しかし、俺たちは赤壁の思い通りに動くはずはない。あえて言うなら、リズの判断は正しかったということだ。
「予定通り、今日ここで野営します」
「リズちゃ~ん。この天気を見ても強行するのは、さすがに部隊リーダー失格……」
「ミヤビ、家を出して」
「わかった」
街道から少し離れた場所に、インベントリから小さな三つの家を、どどどーーーんっ!!! と取り出す。馬車で来ることはわかっていたし、一緒に作っておいた馬小屋とメル専用の見張り小屋も、どどーーんっ! と置いておこう。
「作った俺が説明しますね。左の家が赤壁のメンバー用で、真ん中の家が会食用、右の家がリズとシフォンさんとアリーシャさんの家になります。馬は馬小屋で世話をしていただき、メルは見張り小屋で夜の警備を頑張ってくれ」
今回用意したのは、火魔法を弱めに付与した木材で作った、簡易的な家になる。窓にはカーテンを取り付け、宿に置かれてる程度の小さなベッドを用意した、快適に一夜を過ごせるだけの空間だ。
馬小屋には藁も準備して、ブラシやバケツも置いておいたし、馬の世話はアリーシャさんに任せておけば、問題ないと思う。
メルの見張り小屋に関しては、魔物や山賊の襲撃があると飛び出す必要もあるので、風を防ぐ壁や開閉音で位置を知らせるドアが作れない。そのため、身を隠す程度の背の低い壁と、雨をしのぐ屋根を装着。ウルフの革で作ったホットカーペットを使用すれば、寒さを大きく軽減した状態で警備ができるはずだ。
文句の一つも出ないと思われる、完璧な準備をしてきた俺たちに、死角はない!
「ちょ、ちょっちょ、ちょっと待ってくれ!」
当然、いきなり家を取り出す人間を目の当たりにしたら、赤壁が大混乱に陥る気持ちもわかる。だって、普通にビビるじゃん。当たり前のことだけど、家は持ち歩くものではないんだ。

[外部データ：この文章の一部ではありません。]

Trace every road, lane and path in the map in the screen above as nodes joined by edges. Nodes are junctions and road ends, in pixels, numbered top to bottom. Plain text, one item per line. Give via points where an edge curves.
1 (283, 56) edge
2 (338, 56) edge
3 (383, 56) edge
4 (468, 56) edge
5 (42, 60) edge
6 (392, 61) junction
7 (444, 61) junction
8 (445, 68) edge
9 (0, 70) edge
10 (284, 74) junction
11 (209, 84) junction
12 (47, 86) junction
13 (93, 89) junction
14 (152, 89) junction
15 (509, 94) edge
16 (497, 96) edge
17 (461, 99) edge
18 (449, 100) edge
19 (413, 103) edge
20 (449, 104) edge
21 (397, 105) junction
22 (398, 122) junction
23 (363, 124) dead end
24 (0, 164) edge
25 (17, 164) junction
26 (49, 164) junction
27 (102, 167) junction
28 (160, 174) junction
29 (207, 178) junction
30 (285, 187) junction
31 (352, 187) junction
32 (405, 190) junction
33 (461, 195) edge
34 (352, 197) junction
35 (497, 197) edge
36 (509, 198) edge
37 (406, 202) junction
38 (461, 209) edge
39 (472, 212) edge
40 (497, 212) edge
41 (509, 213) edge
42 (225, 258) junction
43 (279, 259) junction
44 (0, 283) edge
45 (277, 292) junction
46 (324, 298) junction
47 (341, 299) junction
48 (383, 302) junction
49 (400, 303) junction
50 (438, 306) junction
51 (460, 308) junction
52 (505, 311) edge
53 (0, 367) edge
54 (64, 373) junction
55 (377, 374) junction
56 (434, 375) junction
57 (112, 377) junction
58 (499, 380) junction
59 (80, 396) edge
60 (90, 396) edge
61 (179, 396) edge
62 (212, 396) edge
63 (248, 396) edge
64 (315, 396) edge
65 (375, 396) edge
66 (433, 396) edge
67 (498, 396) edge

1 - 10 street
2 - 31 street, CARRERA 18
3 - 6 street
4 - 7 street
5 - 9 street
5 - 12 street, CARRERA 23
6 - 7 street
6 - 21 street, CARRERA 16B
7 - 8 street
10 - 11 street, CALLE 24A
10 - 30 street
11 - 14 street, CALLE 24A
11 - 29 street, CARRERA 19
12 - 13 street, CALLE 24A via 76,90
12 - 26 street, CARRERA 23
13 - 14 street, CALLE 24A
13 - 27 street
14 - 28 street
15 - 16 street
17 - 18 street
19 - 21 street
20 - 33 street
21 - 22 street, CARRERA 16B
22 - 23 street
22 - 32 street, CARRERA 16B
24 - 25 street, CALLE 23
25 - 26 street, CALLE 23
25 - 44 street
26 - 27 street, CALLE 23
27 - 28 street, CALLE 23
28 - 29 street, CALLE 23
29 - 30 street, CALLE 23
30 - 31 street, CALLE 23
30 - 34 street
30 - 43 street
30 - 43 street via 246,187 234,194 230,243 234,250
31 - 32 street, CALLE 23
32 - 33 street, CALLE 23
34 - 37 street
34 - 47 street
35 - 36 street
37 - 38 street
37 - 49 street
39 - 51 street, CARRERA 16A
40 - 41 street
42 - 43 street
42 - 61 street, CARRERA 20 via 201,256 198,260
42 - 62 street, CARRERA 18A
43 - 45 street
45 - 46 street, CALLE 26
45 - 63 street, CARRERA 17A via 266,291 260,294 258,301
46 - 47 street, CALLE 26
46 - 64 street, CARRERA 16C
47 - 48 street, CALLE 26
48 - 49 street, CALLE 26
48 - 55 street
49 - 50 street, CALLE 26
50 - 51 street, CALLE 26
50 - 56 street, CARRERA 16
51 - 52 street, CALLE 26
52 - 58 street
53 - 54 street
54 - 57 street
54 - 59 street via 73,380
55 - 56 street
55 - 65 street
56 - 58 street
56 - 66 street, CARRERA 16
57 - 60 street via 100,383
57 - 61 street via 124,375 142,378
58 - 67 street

まあ、昼から継続中の『混乱作戦の罠』だとも知らずに、たっぷりと驚いてくれたまえ!
「何か問題がありましたか? パーティごとに分けた方がいいと思ったんですが。あっ、俺は会食が終わり次第、机を片付けてそこに泊まる予定で……」
「ミヤビくーーーーーんっ! そこじゃなーーーい! い、家っ! 急に、家っ! 馬小屋まで!!」
「なるほど、言いたいことがわかりましたよ。俺もうっかりしてましたね。家から馬小屋までの道に屋根がありませんでした。これだと馬の面倒を見るときに、雨に濡れるかもしれません」
「そこでもなーーーい! 歴史に名を刻みそうな大問題が発生しているぞ! リズちゃんも何とか言ってやってくれ」
「雨も雪もしのげますし、護衛依頼に革命が起きましたね」
「リズちゃーーーん! 随分と君も変わっちゃったねー! ど、どう見たっておかしいでしょ!」
混乱作戦中のリズが「ほえ?」と情けない声を出して誤魔化すと、パニック状態の赤壁を沈めるように、ポツポツと雨が降り始めた。内心はギリギリだったと焦ってると思うが……さすがだな。堂々と胸を張ってドルテさんと向かい合っている。
「あっ、雨が降ってきましたね。ひとまず馬小屋に馬を入れた後、夜ごはんにしましょうか。メルが食事中の間は私が先に見張り小屋で警戒しますので、ミヤビの指示に従ってください」
「ええっ!? 俺の言葉が超冷静に流されてるぞ! いったい何が起こってるんだよ! そうだ、シフォン嬢はわかってくれるよな?」
「もちろんです。クラフトスキルの利便性について、今後は検討しなければなりませんね。ミヤビ様、食後に少しお話をよろしいでしょうか」
ここで一番のファインプレーを見せたのは、シフォンさんだ。クラフトスキルに興味を持ってくれたみたいなので、俺は全力でこの話に乗っかることにする。
「大丈夫ですよ。リズの武器をメンテナンスする際にお伺いしますので、その時に詳しく話しましょう。まずは風邪を引くと大変ですから、早く中に入ってください」
「ありがとうございます。王都へ行くまでの間、まさかこれほど快適に過ごせるとは思ってもいませんでした。……まあっ! クッションと同じで、家の中も温かいですね!」
「多少の温度調整はできますので、遠慮なく言ってください。おっ、馬を入れる手伝いができて、メルは偉い!」
「……夜ごはん、おまけつく?」
「仕方ないな。みんなには内緒だぞ」
この後、手伝えることがなくて申し訳なさそうな顔でアリーシャさんが家に入ってくると、先に夜ごはんの焼き肉サンドとカボチャのポタージュを食べ始める。貴族のシフォンさんは静かな食事を好むと思っていたけど、意外に会話をリードしてくれて、和気あいあいと過ごすことができた。
「コラッ! いつまで外で立ってるの! 私が外で警備してるんだし、早く休んできてよ! 順番に回してくから、明日はドルテさんだからね!」
いつまでも雨に打たれている赤壁の四人は、現実が受け入れられなかったのか、部隊リーダーのリズに怒られるのだった。